1. Nano-sized particles of pure curcumin wherein said nano-sized particles comprise about 100% curcumin.
2-11. (canceled)
12. The nano-sized particles of pure curcumin as claimed in claim 1, wherein the diameter of said particles ranges between 50 nm to 284 nm.
13. The nano-sized particles of pure curcumin as claimed in claim 1, wherein the mean diameter of said particles is 115 nm.
14. Nanoparticles comprising curcumin bound to chitosan nanoparticles, wherein said chitosan nanoparticles comprise chemically unmodified chitosan.
15. The nanoparticles as claimed in claim 14 comprising curcumin coated on the surface of chitosan nanoparticles.
16. The nanoparticles as claimed in claim 14, wherein the diameter of the nanoparticles ranges between 43 nm to 84 nm.
17. The nanoparticles as claimed in claim 14, wherein the mean diameter of the nanoparticles is 62.3 nm.
18. A process of preparing nano-sized particles of pure curcumin comprising:
dissolving curcumin in alcohol to obtain a solution comprising curcumin and alcohol; and
spraying said solution comprising curcumin and alcohol at 25 ° C.-40° C. under a nitrogen atmosphere and high pressure into a second solution comprising a low percentage of an organic acid while stirring at room temperature.
19. A process of preparing nanoparticles comprising curcumin bound to chitosan nanoparticles comprising:
(a) making a clear solution of chitosan in an organic acid by stirring the suspension while heating at 50° C.-80 ° C.;
(b) rapidly cooling the solution of (a) to 4° C.-10° C. and repeating steps (a) and (b);
(c) heating the clear solution at 50° C.-80° C. and spraying said clear solution under pressure into water while stirring at 4° C-10° C. to obtain chitosan nanoparticles;
(d) preparing a clear solution of curcumin in alcohol and adding it to a stirred aqueous suspension of chitosan nanoparticles in an organic acid and stirring the resulting suspension at room temperature; and
(e) centrifuging the curcumin-chitosan nanoparticles suspension and repeating the process to remove unbound curcumin from the nanoparticles.

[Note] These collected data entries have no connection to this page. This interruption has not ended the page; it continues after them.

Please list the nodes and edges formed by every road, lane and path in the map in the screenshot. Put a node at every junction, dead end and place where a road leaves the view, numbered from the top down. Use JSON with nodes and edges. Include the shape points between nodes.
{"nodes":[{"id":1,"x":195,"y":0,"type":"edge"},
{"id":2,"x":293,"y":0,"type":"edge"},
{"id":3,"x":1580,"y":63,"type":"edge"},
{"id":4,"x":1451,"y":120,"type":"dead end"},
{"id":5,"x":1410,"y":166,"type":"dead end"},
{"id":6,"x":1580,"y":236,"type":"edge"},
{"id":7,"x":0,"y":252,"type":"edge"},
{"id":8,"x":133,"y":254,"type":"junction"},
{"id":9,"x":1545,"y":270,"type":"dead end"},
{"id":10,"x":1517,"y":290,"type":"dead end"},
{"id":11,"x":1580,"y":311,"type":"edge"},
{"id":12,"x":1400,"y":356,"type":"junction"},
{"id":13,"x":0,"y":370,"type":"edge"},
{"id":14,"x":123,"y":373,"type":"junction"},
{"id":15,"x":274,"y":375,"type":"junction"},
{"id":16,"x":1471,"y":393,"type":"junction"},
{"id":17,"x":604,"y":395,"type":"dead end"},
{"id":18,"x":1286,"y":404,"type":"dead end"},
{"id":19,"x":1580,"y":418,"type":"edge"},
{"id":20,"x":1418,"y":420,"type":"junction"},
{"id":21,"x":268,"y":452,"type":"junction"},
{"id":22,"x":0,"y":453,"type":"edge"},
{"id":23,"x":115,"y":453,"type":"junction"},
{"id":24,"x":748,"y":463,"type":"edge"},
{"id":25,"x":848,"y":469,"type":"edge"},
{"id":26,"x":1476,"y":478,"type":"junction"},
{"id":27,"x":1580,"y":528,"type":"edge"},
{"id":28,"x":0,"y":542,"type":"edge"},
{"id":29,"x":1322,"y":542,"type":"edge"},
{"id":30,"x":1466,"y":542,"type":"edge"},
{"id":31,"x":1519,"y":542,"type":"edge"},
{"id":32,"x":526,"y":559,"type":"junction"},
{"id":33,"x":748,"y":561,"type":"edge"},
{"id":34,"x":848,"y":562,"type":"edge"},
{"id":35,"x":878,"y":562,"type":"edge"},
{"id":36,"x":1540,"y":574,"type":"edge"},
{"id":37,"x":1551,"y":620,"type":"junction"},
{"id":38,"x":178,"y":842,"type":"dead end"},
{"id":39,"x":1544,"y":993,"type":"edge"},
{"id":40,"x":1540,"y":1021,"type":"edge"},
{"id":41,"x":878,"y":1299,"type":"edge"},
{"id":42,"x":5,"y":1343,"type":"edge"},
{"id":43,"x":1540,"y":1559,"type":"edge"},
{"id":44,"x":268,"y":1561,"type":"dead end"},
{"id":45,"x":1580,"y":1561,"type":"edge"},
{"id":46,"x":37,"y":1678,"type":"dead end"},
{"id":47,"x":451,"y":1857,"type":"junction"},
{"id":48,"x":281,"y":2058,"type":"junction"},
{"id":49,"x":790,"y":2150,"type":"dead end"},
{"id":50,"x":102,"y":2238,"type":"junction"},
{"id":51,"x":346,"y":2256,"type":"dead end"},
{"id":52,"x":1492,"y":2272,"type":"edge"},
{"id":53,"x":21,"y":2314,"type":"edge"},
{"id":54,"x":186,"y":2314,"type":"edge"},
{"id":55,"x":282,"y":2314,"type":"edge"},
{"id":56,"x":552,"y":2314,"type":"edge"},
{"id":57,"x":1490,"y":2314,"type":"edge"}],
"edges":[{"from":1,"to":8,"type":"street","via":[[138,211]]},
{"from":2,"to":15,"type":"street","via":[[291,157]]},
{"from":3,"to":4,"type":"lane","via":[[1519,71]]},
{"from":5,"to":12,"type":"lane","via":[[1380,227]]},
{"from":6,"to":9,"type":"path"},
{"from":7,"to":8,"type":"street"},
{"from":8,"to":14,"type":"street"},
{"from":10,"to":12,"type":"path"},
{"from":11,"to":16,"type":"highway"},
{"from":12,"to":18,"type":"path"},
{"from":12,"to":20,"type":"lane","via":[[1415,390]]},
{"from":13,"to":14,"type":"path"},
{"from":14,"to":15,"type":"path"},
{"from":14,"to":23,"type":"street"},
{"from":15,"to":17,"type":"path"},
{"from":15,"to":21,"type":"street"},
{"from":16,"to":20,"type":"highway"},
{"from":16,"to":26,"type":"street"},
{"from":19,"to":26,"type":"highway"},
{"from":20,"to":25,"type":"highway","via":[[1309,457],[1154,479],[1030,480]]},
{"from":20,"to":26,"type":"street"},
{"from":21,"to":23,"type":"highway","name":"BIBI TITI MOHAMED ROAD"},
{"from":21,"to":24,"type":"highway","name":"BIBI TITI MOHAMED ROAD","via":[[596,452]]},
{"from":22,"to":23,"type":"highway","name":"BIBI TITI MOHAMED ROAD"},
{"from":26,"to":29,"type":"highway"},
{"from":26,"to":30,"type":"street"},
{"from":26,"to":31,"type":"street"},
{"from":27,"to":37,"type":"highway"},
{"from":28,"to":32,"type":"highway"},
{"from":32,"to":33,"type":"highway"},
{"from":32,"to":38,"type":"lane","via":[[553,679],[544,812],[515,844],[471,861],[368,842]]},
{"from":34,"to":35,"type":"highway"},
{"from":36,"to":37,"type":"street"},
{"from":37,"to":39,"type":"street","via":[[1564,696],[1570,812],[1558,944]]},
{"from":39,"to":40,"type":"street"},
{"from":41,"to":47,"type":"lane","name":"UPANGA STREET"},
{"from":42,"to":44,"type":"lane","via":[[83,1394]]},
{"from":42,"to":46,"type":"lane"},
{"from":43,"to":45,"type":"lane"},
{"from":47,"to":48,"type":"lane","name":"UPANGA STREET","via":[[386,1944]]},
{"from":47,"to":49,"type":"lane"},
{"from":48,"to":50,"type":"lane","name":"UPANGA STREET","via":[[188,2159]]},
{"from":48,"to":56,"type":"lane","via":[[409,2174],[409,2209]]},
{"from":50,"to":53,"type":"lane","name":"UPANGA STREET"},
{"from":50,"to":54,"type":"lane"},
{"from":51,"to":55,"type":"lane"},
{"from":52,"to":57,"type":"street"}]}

20. A method of using the curcumin nanoparticles of claim 1 to treat a disease or disorder selected from the group consisting of: cancers, inflammatory diseases, alzeihmer's disease, cholesterol gall stone, diabetes, alcohol and drug induced liver diseases, microbial infections, parasitic infestation, malaria and other parasitic diseases, and neurological disorders comprising providing the curcumin nanoparticles of claim 1 to a subject in need thereof
21. A medicament comprising the curcumin nanoparticles of claim 1.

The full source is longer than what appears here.